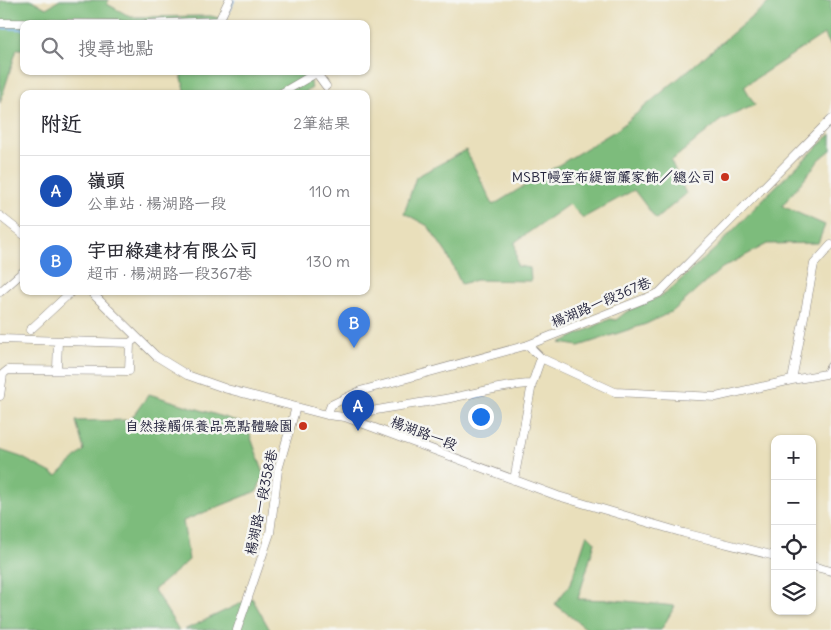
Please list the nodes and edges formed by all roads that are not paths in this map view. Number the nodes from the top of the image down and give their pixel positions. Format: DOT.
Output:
graph roads {
  1 [pos="229,0"];
  2 [pos="219,20"];
  3 [pos="0,23"];
  4 [pos="20,23"];
  5 [pos="310,75"];
  6 [pos="317,75"];
  7 [pos="326,86"];
  8 [pos="286,90"];
  9 [pos="831,119"];
  10 [pos="0,216"];
  11 [pos="20,232"];
  12 [pos="831,245"];
  13 [pos="20,274"];
  14 [pos="0,292"];
  15 [pos="68,295"];
  16 [pos="94,295"];
  17 [pos="30,330"];
  18 [pos="0,339"];
  19 [pos="133,340"];
  20 [pos="58,341"];
  21 [pos="528,345"];
  22 [pos="540,358"];
  23 [pos="831,366"];
  24 [pos="57,369"];
  25 [pos="792,380"];
  26 [pos="532,384"];
  27 [pos="0,396"];
  28 [pos="296,407"];
  29 [pos="328,415"];
  30 [pos="345,417"];
  31 [pos="514,480"];
  32 [pos="771,555"];
  33 [pos="816,567"];
  34 [pos="831,570"];
  35 [pos="237,630"];
  1 -- 2 [label="street"];
  3 -- 4 [label="street"];
  5 -- 8 [label="street"];
  6 -- 7 [label="street"];
  9 -- 21 [label="street, 楊湖路一段367巷"];
  10 -- 11 [label="street"];
  12 -- 25 [label="street"];
  13 -- 14 [label="street"];
  15 -- 17 [label="street"];
  16 -- 19 [label="street, 楊湖路一段"];
  18 -- 20 [label="street"];
  19 -- 20 [label="street"];
  19 -- 24 [label="street"];
  19 -- 28 [label="street, 楊湖路一段"];
  20 -- 24 [label="street"];
  21 -- 22 [label="street"];
  21 -- 29 [label="street, 楊湖路一段367巷"];
  22 -- 25 [label="street"];
  22 -- 26 [label="street"];
  23 -- 25 [label="street"];
  24 -- 27 [label="street"];
  26 -- 30 [label="street"];
  26 -- 31 [label="street"];
  28 -- 29 [label="street, 楊湖路一段"];
  28 -- 35 [label="street, 楊湖路一段358巷"];
  29 -- 30 [label="street, 楊湖路一段"];
  30 -- 31 [label="street, 楊湖路一段"];
  31 -- 32 [label="street, 楊湖路一段"];
  33 -- 34 [label="street"];
}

# EXERCISE DESCRIPTION
Reproduce the entries above exactly, though not their pictures.

# ANSWER TO THE PROBLEM
Please list the nodes and edges formed by all roads that are not paths in this map view. Number the nodes from the top of the image down and give their pixel positions. Format: DOT.
Output:
graph roads {
  1 [pos="229,0"];
  2 [pos="219,20"];
  3 [pos="0,23"];
  4 [pos="20,23"];
  5 [pos="310,75"];
  6 [pos="317,75"];
  7 [pos="326,86"];
  8 [pos="286,90"];
  9 [pos="831,119"];
  10 [pos="0,216"];
  11 [pos="20,232"];
  12 [pos="831,245"];
  13 [pos="20,274"];
  14 [pos="0,292"];
  15 [pos="68,295"];
  16 [pos="94,295"];
  17 [pos="30,330"];
  18 [pos="0,339"];
  19 [pos="133,340"];
  20 [pos="58,341"];
  21 [pos="528,345"];
  22 [pos="540,358"];
  23 [pos="831,366"];
  24 [pos="57,369"];
  25 [pos="792,380"];
  26 [pos="532,384"];
  27 [pos="0,396"];
  28 [pos="296,407"];
  29 [pos="328,415"];
  30 [pos="345,417"];
  31 [pos="514,480"];
  32 [pos="771,555"];
  33 [pos="816,567"];
  34 [pos="831,570"];
  35 [pos="237,630"];
  1 -- 2 [label="street"];
  3 -- 4 [label="street"];
  5 -- 8 [label="street"];
  6 -- 7 [label="street"];
  9 -- 21 [label="street, 楊湖路一段367巷"];
  10 -- 11 [label="street"];
  12 -- 25 [label="street"];
  13 -- 14 [label="street"];
  15 -- 17 [label="street"];
  16 -- 19 [label="street, 楊湖路一段"];
  18 -- 20 [label="street"];
  19 -- 20 [label="street"];
  19 -- 24 [label="street"];
  19 -- 28 [label="street, 楊湖路一段"];
  20 -- 24 [label="street"];
  21 -- 22 [label="street"];
  21 -- 29 [label="street, 楊湖路一段367巷"];
  22 -- 25 [label="street"];
  22 -- 26 [label="street"];
  23 -- 25 [label="street"];
  24 -- 27 [label="street"];
  26 -- 30 [label="street"];
  26 -- 31 [label="street"];
  28 -- 29 [label="street, 楊湖路一段"];
  28 -- 35 [label="street, 楊湖路一段358巷"];
  29 -- 30 [label="street, 楊湖路一段"];
  30 -- 31 [label="street, 楊湖路一段"];
  31 -- 32 [label="street, 楊湖路一段"];
  33 -- 34 [label="street"];
}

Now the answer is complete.